Siempre hace falta más pasión y talento para contar lo que nos ha ocurrido en las noches más oscuras y los días más soleados. En los 29 cuentos de Despertar de la Hydra, podremos dar con pasión, talento, y hallaremos en alguna línea un espejo.

Un hombre elegante es alguien que te enseña en sueños tu mala postura.

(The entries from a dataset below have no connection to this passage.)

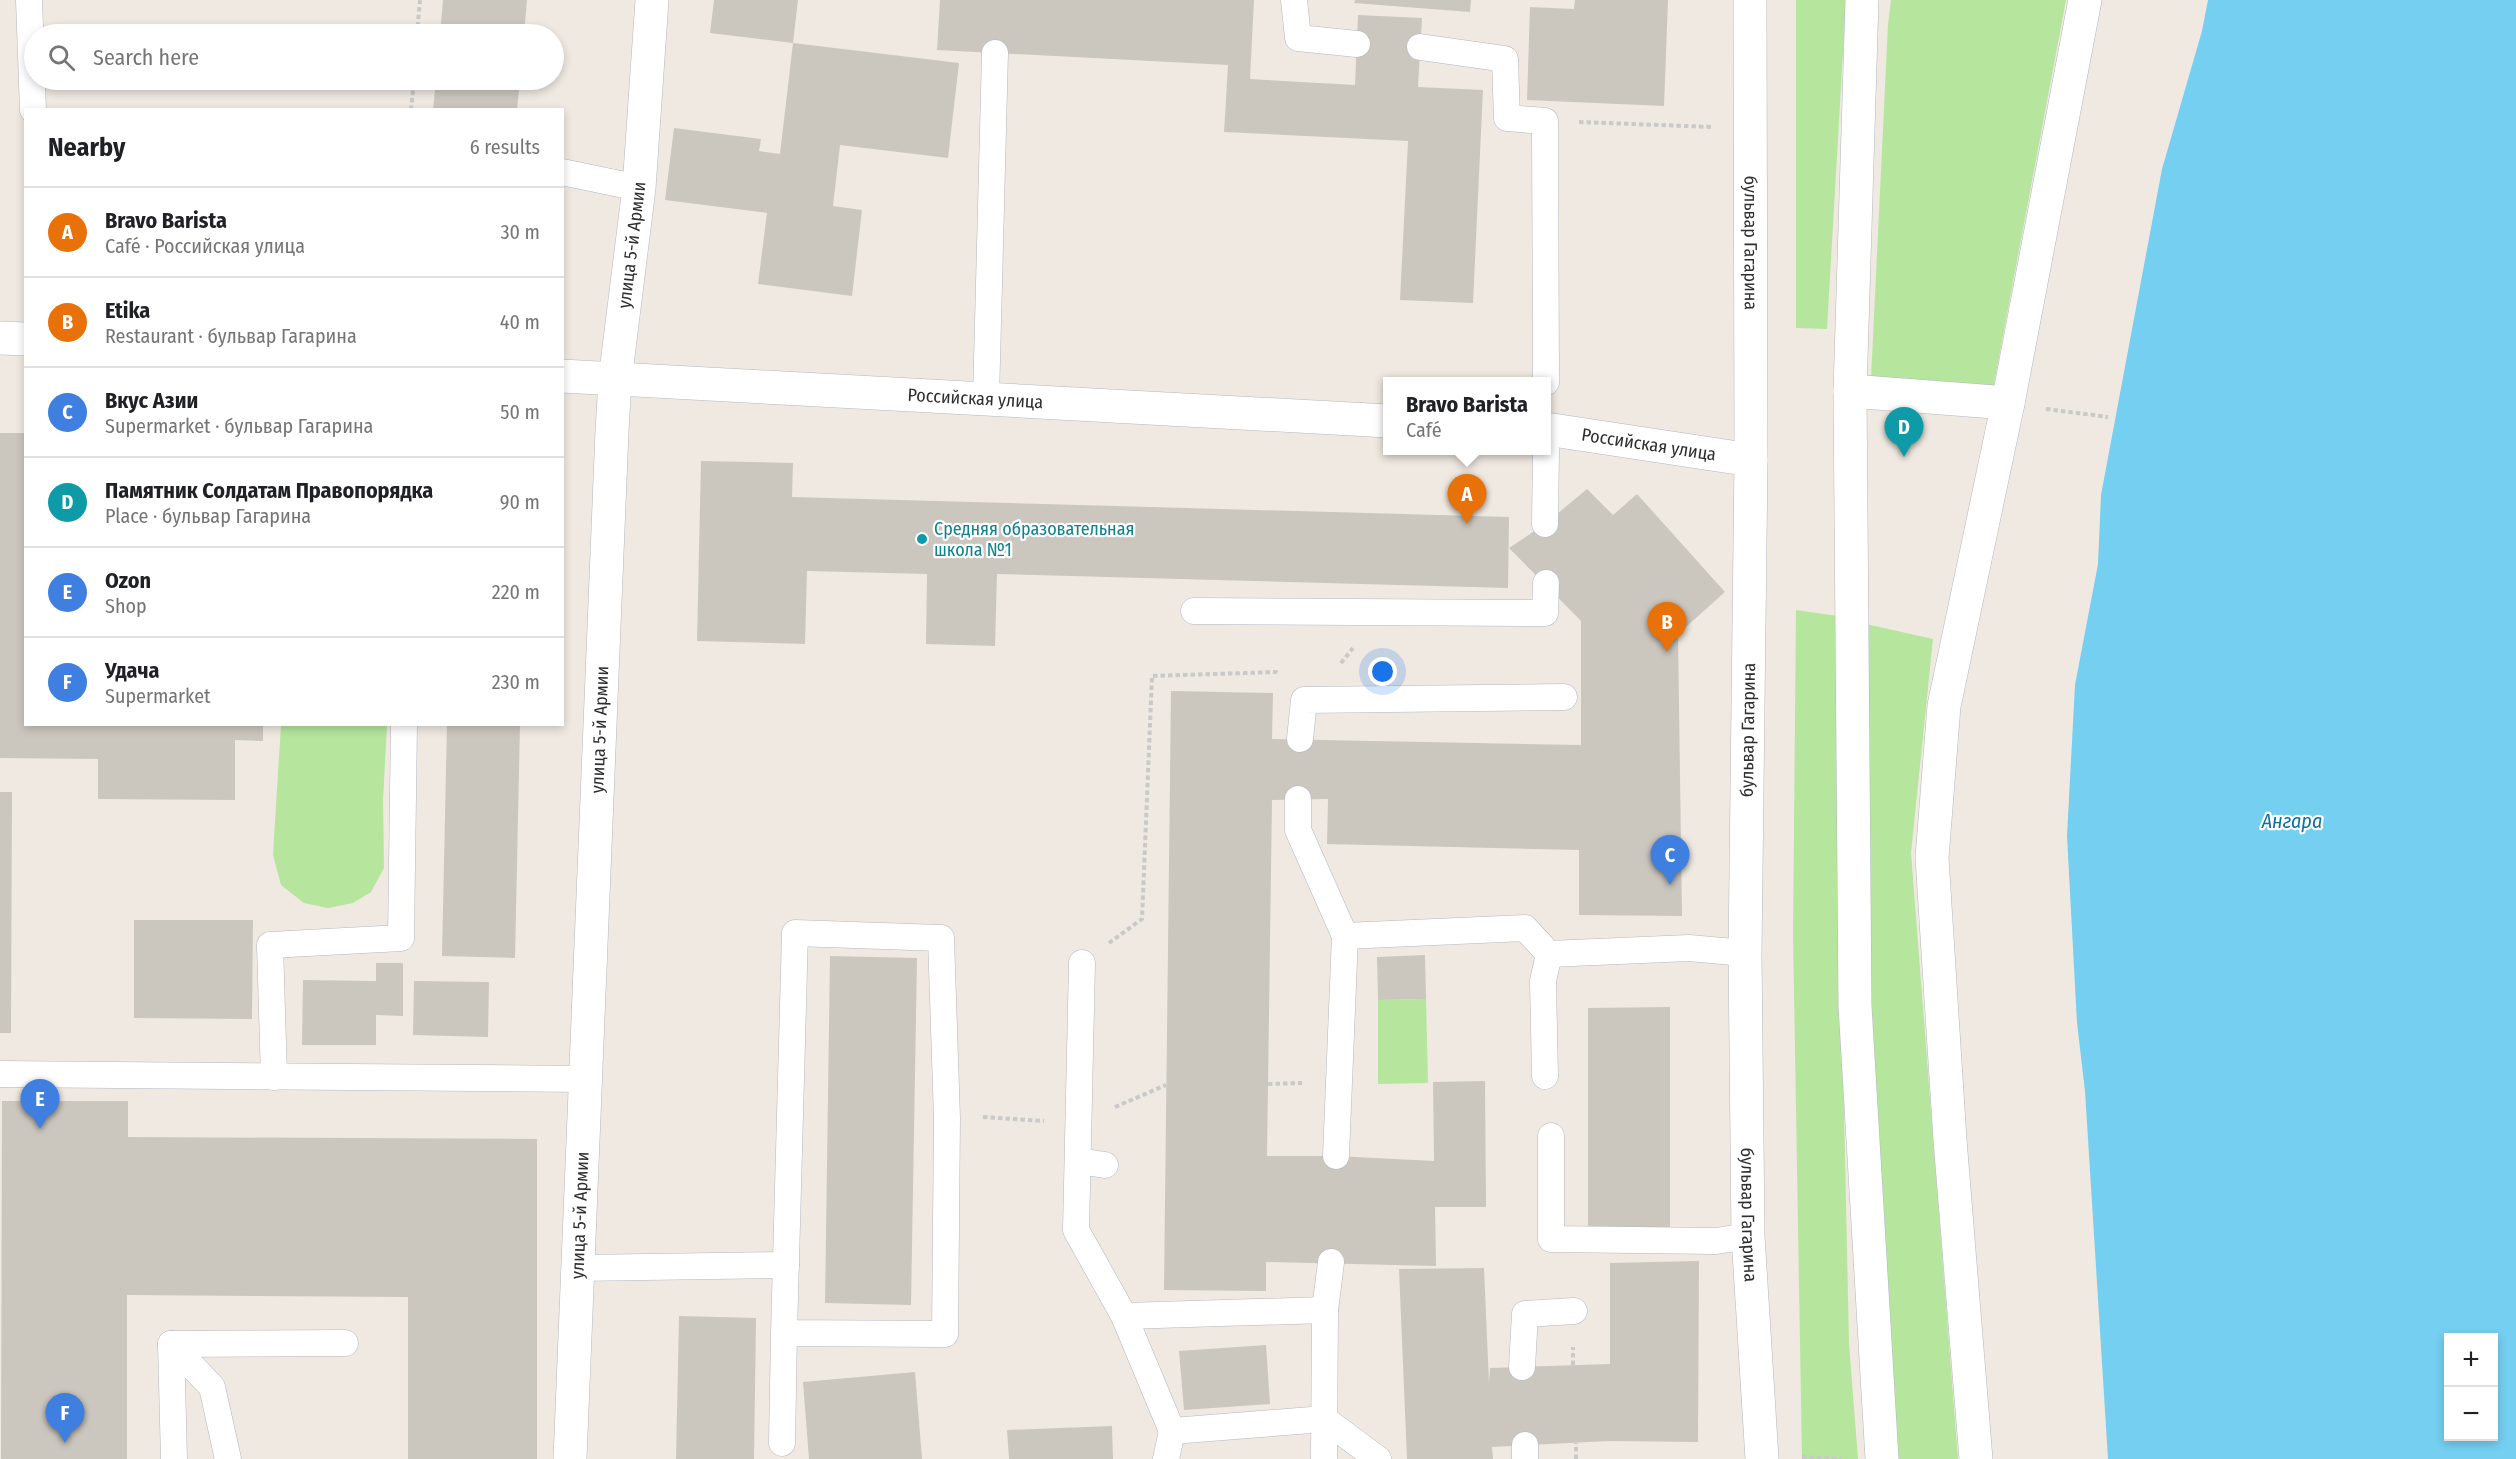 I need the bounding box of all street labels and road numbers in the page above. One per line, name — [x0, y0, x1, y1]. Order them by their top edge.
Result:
street label: бульвар Гагарина — [1739, 176, 1762, 310]
street label: улица 5-й Армии — [613, 181, 650, 310]
street label: Российская улица — [907, 384, 1044, 413]
street label: Российская улица — [1580, 424, 1718, 466]
street label: бульвар Гагарина — [1736, 663, 1760, 797]
street label: улица 5-й Армии — [586, 665, 613, 794]
street label: бульвар Гагарина — [1736, 1148, 1762, 1283]
street label: улица 5-й Армии — [566, 1151, 594, 1279]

¿Exotismo? ¿Caduco? ¿Resultado de un proceso de ocultamiento en el cual un país como el Ecuador se ha sentido no solo imbuido sino a gusto durante demasiadas décadas? La elegancia es una alegoría para poder hablar de manera disimulada respecto a una problemática política, social. Esta función alegórica, o del alegorista, de los que hay varios entre nuestros autores de la presente selección de narradores, nos indica de manera muy interesante cómo se puede realizar un alejamiento estratégico respecto a la cultura imprimiéndole el efecto de la extrañeza para reconocer desde una relativa distancia lo que ocurre en un mundo demasiado familiar, pero al mismo tiempo niega la diferencia del otro lugar y ocupa este dispositivo como recurso de ocultamiento. La elegancia es afín a la estética no solo como un viaje por el cuerpo que cuenta lo que le ocurre (quien viste, cuenta sus desventuras; quien pinta, lo hace por igual), sino como un viaje empleado para descargarse de su propia cultura. La elegancia es catarsis, que en términos teatrales significa esa liberación de emociones mediante un modelo estético.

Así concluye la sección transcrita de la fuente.